The origins of the Second Amendment

The World
British soldiers firing on armed colonists on Lexington Green at the start of the American Revolution

The Second Amendment to the Constitution states simply: "A well regulated militia being necessary to the security of a free state, the right of the people to keep and bear arms shall not be infringed." That language and that idea were clearly important to the Founding Fathers.

But why?

The Second Amendment is rooted in multiple sources: English law; America’s revolutionary experience; and contemporary European political thought. In short, the basic idea was that a people have a right to defend themselves against tyranny; and that if a government breaches the social contract with its people, the people have a right to overthrow that government. Popular access to arms is the sine qua non of such an ideal.

This argument lies at the heart of the Declaration of Independence when the colonists overthrew the rule of the king of Great Britain. So, in a sense, every American celebrates this idea every year.

It’s hard to imagine the generation that launched the American Revolution doing so without embracing the ideas in the Second Amendment.

For the colonists, the fear of tyranny was very real. Absolute monarchy was the norm in mainland Europe. Conformity in religion and politics was enforced by large standing armies. The idea of popular sovereignty was heretical.

Abuses in Europe were well-publicized and made even more real by some of the victims ending up in America as refugees.

One glaring example was the persecution of Protestants in France in the 1680s. Soldiers were billeted in Protestant homes and allowed to steal and abuse the inhabitants until they converted to Catholicism or left the country. Some of these Huguenot refugees found new homes in America.

England and its offshoots in the colonies were an exception to the absolutist trend in Europe, and the Whiggish strand of the political class was constantly on guard against royal encroachments on the rights of the people and their representatives in Parliament.

The Whigs saw themselves as heirs to those who had fought against King Charles I in the 1640s when he tried to restrict parliamentary privileges and were the direct heirs of those who overthrew King James II in 1688.

One of King James’s offenses was to attempt to disarm Protestants. He was seen as pro-Catholic and there were fears he was planning to force conversions.

It was a year after that Glorious Revolution that England adopted its own Bill of Rights. One of the “ancient” rights that it enumerated was the right to keep and bear arms, a fact cited by the US Supreme Court in a key ruling on the Second Amendment in 2008.  
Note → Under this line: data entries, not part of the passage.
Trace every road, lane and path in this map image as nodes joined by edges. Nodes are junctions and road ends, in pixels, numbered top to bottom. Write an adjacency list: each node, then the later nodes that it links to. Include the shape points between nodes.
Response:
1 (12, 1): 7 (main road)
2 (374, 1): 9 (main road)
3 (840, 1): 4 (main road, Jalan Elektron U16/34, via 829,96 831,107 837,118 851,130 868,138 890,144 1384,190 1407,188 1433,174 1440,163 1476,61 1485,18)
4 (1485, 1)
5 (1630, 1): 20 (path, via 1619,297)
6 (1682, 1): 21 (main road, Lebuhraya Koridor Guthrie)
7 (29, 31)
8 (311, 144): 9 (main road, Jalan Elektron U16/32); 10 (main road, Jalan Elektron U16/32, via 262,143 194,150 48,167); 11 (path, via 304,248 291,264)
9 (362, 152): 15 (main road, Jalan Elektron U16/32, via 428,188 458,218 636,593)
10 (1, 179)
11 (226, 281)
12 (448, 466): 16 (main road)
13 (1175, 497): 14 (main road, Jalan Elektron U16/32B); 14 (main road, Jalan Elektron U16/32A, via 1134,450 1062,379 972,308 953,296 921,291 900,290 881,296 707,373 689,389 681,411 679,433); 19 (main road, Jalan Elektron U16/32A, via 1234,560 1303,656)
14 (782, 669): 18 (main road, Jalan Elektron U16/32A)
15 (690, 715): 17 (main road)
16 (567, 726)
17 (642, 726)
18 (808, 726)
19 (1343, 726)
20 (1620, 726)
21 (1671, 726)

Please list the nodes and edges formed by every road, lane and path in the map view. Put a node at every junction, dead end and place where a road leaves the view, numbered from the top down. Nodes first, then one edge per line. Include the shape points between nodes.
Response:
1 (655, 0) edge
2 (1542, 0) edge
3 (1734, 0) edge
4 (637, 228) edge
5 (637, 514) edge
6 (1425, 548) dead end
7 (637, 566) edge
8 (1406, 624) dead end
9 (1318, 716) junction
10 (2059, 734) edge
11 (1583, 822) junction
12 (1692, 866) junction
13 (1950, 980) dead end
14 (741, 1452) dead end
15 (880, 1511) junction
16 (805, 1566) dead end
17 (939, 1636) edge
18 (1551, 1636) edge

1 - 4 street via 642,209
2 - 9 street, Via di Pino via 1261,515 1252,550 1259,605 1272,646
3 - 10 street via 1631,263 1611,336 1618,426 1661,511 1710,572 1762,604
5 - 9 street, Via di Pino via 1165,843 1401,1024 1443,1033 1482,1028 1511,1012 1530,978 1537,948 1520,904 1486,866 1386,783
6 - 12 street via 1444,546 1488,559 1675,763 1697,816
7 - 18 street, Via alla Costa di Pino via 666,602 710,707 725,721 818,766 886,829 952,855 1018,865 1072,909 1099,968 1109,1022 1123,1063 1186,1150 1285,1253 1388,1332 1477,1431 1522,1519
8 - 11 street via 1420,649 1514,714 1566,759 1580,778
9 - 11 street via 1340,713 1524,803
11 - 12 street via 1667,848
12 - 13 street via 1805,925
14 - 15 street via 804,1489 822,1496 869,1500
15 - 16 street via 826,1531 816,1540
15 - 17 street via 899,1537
The colonists saw themselves as fitting very much into this Whig tradition when they began to resist London’s attempts to start billeting troops in their homes and raising unlawful taxes.

The colonists also drew inspiration from the ideas of political thinkers of Europe’s Enlightenment.” John Locke and Jean-Jacques Rousseau, in particular, expounded on the “social contract.”

The idea that people can overthrow a tyrannical government may be admirable in theory, perhaps, but the US does not have a good record of accepting the theory when applied against Washington. The US was not happy when the Confederate States tried to put this idea into practice in 1861; nor when the Black Panthers advocated it in the 1960s; nor even when angry farmers in Pennsylvania tried it in the Whiskey Rebellion in the 1790s.

The core problem, in practice, is who speaks for the people?

Besides the collective right to keep and bear arms, the Second Amendment was probably also designed to defend the individual’s right to bear arms. Some of the earliest legal commentaries in the new republic expound on it, like St. George Tucker’s annotated version of Blackstone’s "Commentaries on the Laws of England."

But the definitive clarification did not emerge from the Supreme Court until 2008, in DC vs. Heller, when the court ruled 5 to 4 that the Second Amendment does refer to the right of individuals to keep and bear arms and not just to a collective right of communities to defend themselves against tyranny.

In a sense, the question before America today is whether the theoretical need to defend against tyranny still outweighs the apparent public health need to reduce gun deaths.